Value Types in C++11 | Ruminations

astrotycoon 2018-06-19

展开全文

You may have heard these terms used for various programming languages before, but I wanted to discuss them in a bit more detail since they’re a fairly fundamental concept in compilers that spill over into the way you use the languages themselves.

The terms “lvalue” and “rvalue” come from a seminal work by Christopher Strachey called Fundamental Concepts in Programming Languages, which is actually a composition of lecture notes from 1967.

At the core, lvalues and rvalues are quite simple concepts. An L-Value is named because it can appear on the left-hand side of an assignment operation, and an R-Value is named because it can appear on the right-hand side. However, the devil is in the details (so to speak).

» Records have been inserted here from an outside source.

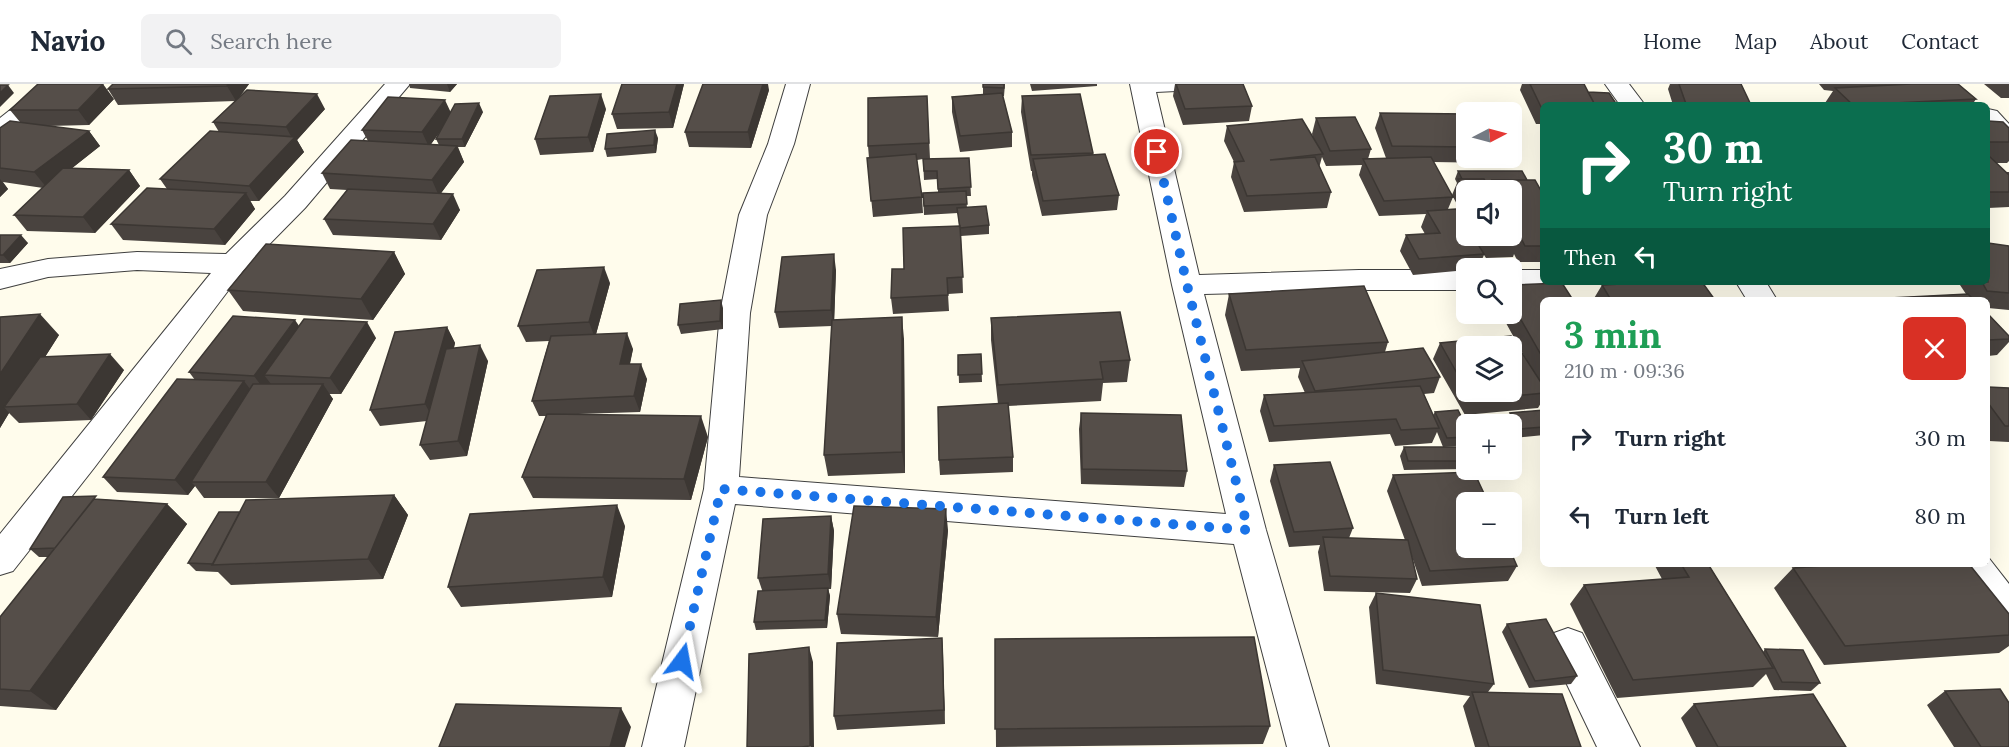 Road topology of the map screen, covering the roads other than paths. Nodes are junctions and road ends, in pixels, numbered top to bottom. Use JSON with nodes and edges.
{"nodes":[{"id":1,"x":398,"y":84,"type":"edge"},
{"id":2,"x":798,"y":84,"type":"edge"},
{"id":3,"x":1208,"y":84,"type":"edge"},
{"id":4,"x":1617,"y":84,"type":"edge"},
{"id":5,"x":1142,"y":85,"type":"edge"},
{"id":6,"x":54,"y":87,"type":"edge"},
{"id":7,"x":10,"y":90,"type":"edge"},
{"id":8,"x":1631,"y":102,"type":"edge"},
{"id":9,"x":1990,"y":118,"type":"edge"},
{"id":10,"x":0,"y":130,"type":"edge"},
{"id":11,"x":2009,"y":140,"type":"edge"},
{"id":12,"x":233,"y":264,"type":"junction"},
{"id":13,"x":0,"y":279,"type":"edge"},
{"id":14,"x":1456,"y":280,"type":"edge"},
{"id":15,"x":1522,"y":280,"type":"edge"},
{"id":16,"x":1540,"y":280,"type":"edge"},
{"id":17,"x":1187,"y":285,"type":"junction"},
{"id":18,"x":721,"y":489,"type":"junction"},
{"id":19,"x":1248,"y":530,"type":"junction"},
{"id":20,"x":0,"y":560,"type":"edge"},
{"id":21,"x":1973,"y":567,"type":"edge"},
{"id":22,"x":2009,"y":612,"type":"edge"},
{"id":23,"x":1568,"y":645,"type":"dead end"},
{"id":24,"x":663,"y":747,"type":"edge"},
{"id":25,"x":1308,"y":747,"type":"edge"},
{"id":26,"x":1619,"y":747,"type":"edge"}],
"edges":[{"from":1,"to":12,"type":"street"},
{"from":2,"to":18,"type":"street"},
{"from":3,"to":5,"type":"street"},
{"from":4,"to":8,"type":"street"},
{"from":5,"to":17,"type":"street"},
{"from":6,"to":7,"type":"street"},
{"from":6,"to":10,"type":"street"},
{"from":9,"to":11,"type":"street"},
{"from":12,"to":13,"type":"street"},
{"from":12,"to":20,"type":"street"},
{"from":14,"to":17,"type":"street"},
{"from":15,"to":16,"type":"street"},
{"from":17,"to":19,"type":"street"},
{"from":18,"to":19,"type":"street"},
{"from":18,"to":24,"type":"street"},
{"from":19,"to":25,"type":"street"},
{"from":21,"to":22,"type":"street"},
{"from":23,"to":26,"type":"street"}]}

More properly, an L-Value is a named value that has a memory location associated with it. For instance, when you declare a local integer variable with the name ‘x’, you are creating something that can be an L-Value. An R-Value is just that: a value. It does not require a memory location to be associated with it, nor does it require a name. For instance, literals are R-Values.

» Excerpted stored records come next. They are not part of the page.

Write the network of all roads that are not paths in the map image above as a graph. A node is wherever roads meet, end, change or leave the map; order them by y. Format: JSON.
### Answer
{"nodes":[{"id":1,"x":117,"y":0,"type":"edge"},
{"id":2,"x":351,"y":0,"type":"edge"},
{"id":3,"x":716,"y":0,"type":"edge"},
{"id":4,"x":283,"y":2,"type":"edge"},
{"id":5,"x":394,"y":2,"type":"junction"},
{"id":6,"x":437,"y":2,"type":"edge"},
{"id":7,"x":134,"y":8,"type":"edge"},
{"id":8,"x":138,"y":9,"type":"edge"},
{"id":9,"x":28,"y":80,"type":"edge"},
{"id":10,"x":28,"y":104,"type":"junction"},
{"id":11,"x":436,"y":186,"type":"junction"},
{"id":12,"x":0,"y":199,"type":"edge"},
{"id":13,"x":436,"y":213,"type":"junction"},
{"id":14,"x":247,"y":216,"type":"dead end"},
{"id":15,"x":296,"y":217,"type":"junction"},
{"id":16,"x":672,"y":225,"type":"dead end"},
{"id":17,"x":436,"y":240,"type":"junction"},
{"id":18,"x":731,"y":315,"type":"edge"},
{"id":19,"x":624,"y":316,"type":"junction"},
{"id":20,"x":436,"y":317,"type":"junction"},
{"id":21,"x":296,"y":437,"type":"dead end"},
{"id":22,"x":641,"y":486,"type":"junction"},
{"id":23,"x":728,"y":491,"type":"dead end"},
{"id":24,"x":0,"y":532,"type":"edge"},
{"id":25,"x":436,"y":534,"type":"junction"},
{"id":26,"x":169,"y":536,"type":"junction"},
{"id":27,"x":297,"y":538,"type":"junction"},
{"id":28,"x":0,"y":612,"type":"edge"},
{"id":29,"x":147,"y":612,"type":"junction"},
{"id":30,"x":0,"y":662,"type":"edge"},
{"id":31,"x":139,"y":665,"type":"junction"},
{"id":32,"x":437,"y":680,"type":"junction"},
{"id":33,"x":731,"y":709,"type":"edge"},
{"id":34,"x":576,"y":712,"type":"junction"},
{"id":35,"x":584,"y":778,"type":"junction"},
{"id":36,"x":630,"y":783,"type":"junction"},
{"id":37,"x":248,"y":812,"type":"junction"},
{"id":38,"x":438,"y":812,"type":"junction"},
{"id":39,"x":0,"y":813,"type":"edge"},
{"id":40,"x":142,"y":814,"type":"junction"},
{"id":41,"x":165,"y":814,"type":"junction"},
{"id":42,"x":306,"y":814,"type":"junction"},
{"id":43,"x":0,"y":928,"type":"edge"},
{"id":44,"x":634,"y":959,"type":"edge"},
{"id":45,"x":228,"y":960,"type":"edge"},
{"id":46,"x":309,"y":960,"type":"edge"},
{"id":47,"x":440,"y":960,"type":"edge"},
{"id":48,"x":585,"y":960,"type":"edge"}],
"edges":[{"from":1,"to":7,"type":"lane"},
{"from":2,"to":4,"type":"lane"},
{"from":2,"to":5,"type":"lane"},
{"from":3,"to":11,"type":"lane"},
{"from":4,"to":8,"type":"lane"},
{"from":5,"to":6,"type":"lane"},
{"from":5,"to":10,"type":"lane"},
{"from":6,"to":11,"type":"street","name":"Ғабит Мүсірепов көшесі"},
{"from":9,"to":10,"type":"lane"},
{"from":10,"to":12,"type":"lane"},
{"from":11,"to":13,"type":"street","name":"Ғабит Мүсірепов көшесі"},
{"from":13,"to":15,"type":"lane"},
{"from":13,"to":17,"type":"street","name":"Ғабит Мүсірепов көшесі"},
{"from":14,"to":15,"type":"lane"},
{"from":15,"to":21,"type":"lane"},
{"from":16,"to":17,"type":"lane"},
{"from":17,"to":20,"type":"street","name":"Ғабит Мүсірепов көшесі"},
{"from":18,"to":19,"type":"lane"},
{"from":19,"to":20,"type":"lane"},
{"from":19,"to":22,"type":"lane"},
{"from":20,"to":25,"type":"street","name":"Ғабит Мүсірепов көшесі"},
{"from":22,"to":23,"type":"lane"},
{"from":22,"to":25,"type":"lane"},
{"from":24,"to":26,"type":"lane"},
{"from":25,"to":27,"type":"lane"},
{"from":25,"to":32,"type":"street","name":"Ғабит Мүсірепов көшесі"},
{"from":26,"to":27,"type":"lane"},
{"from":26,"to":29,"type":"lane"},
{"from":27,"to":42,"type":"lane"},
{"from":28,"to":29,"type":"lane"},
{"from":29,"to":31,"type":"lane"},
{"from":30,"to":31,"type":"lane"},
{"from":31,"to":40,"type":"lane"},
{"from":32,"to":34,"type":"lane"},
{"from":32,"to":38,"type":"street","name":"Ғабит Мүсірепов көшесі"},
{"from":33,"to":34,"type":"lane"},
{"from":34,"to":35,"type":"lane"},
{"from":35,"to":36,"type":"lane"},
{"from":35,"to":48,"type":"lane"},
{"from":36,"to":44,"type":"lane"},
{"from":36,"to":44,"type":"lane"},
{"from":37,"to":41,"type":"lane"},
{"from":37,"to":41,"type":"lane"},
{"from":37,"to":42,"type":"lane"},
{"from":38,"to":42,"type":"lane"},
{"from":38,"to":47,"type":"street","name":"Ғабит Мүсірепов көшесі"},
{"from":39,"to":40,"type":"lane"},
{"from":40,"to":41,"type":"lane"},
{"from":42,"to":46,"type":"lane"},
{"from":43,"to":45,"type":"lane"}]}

Interestingly, this means that L-values can be R-values. For instance:

int x = 12;

x = x + 100;

In the first statement, x is being declared as an integer. Then it is used as an l-value, to accept the literal number 12 as an r-value. In the second statement, x is used as an l-value, to accept the result of the expression x + 100. However, that expression uses two r-values: the literal 100, and the value of x. So even though x is an l-value, it undergoes an l-value-to-r-value conversion. The result of the expression x + 100 is itself an rvalue, having a value but no firm memory address.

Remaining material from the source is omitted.